La stampa internazionale celebra ogni passo avanti su questo cammino come un successo, invitando l’opinione pubblica a “ribaltare il proprio modo di pensare”. Tuttavia, esattamente gli stessi giornali in questi giorni descrivono la carestia in Madagascar (definita dall’Onu la “prima carestia da cambiamento climatico”, naturalmente senza alcuna prova a sostegno) come particolarmente grave perché i poveri malgasci sarebbero… costretti a mangiare insetti.
Come esclama indignata Repubblica (citata prima per la celebrazione del “cibo del futuro”), nell’isola africana Ci si sfama con insetti e fiori di cactus! Ovvove! Giustamente il cibarsi di locuste in questo contesto non viene presentato come una virtù ma come un sintomo di decadenza e arretramento.

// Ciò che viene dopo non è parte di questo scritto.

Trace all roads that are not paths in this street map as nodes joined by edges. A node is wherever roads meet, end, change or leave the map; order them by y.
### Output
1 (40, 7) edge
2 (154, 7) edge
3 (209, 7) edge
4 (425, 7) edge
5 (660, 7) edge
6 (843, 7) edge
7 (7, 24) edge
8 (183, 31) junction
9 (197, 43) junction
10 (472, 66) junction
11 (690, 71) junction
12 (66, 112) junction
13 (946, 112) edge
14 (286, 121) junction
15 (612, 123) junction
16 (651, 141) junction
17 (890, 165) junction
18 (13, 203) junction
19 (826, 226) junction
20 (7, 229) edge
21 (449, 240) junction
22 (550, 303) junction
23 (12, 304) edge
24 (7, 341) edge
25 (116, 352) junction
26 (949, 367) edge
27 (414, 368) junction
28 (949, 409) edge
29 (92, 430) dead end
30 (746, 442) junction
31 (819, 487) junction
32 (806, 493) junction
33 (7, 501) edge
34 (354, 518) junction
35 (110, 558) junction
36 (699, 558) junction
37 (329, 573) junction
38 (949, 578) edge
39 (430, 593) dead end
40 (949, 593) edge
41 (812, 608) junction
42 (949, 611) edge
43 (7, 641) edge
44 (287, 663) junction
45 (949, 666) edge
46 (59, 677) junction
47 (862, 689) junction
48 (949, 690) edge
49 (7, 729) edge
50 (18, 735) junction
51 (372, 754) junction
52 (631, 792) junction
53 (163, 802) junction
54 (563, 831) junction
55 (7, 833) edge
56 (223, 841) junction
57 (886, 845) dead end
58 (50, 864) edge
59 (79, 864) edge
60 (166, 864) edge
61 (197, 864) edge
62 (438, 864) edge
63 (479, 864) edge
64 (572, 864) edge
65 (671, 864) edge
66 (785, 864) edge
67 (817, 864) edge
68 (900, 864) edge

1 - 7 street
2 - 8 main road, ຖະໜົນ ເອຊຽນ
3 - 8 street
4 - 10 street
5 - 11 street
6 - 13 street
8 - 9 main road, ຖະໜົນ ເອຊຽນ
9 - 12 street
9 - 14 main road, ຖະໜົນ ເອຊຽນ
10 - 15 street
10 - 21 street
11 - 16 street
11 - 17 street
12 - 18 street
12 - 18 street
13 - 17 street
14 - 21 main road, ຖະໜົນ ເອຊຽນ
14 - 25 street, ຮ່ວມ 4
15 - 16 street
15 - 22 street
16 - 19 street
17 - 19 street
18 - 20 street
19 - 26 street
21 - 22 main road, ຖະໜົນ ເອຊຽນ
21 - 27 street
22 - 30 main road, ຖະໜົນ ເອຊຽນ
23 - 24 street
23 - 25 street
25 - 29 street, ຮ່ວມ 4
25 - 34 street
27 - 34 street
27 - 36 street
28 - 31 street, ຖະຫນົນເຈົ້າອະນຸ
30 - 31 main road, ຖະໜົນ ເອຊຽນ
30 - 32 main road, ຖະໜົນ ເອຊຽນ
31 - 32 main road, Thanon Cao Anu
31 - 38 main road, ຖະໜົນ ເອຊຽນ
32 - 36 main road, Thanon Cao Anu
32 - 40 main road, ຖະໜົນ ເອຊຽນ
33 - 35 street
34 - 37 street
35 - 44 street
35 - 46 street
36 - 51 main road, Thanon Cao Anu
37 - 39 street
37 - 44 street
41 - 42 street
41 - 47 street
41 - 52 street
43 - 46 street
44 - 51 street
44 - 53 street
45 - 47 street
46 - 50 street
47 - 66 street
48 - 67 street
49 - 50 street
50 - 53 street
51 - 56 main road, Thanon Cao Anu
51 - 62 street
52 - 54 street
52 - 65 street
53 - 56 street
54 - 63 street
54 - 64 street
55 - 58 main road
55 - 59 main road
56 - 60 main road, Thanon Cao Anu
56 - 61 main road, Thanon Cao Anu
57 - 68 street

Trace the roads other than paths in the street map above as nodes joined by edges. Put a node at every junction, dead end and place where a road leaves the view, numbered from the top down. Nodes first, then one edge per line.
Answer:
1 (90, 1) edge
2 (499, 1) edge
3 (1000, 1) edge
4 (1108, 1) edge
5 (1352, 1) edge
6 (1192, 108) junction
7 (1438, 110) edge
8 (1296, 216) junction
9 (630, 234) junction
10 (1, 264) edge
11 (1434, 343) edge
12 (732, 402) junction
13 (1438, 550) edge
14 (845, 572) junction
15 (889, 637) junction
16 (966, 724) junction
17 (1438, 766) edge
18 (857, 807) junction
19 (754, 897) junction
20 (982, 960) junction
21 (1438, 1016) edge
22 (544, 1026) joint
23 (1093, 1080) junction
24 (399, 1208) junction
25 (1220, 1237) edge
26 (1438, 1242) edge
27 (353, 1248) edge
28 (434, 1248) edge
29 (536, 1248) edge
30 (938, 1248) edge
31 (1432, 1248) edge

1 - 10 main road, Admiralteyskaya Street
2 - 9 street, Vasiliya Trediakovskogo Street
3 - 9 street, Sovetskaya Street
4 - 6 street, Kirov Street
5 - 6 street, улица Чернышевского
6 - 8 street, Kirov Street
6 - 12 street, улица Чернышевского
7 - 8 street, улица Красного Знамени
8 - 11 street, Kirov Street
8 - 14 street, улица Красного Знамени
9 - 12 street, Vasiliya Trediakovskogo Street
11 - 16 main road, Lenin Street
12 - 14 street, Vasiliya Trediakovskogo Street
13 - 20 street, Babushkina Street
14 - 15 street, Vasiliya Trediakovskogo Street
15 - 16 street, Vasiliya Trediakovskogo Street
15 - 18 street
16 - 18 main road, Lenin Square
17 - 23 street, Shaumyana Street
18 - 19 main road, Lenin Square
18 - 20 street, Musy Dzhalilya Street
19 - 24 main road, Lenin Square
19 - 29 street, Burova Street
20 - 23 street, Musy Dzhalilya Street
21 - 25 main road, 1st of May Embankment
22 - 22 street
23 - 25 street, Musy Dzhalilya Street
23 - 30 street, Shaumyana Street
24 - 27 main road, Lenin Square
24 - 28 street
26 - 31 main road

Tale doppio standard viene regolarmente messo in pratica dai media: da una parte elogiano apertis verbis l’aumento del consumo di carne nei Paesi in via di sviluppo, dall’altra stigmatizzano i “carnivori” occidentali perché responsabili del surriscaldamento globale.
Sempre, naturalmente, con alcune sfumature di colpevolezza: per esempio, come sostiene oggi il Guardian, i maschi (occidentali) con la loro dieta a base di -troppa- carne starebbero emettendo più emissioni che non le donne (occidentali). Questo solo per dire che, se il leitmotiv rimane lo stesso (“il consumo di carne nei paesi ricchi deve essere drasticamente ridotto per affrontare la crisi climatica”), ai padroni della voce è comunque garantita la possibilità di piazzarci nel mezzo qualche amenità sulla parità di genere.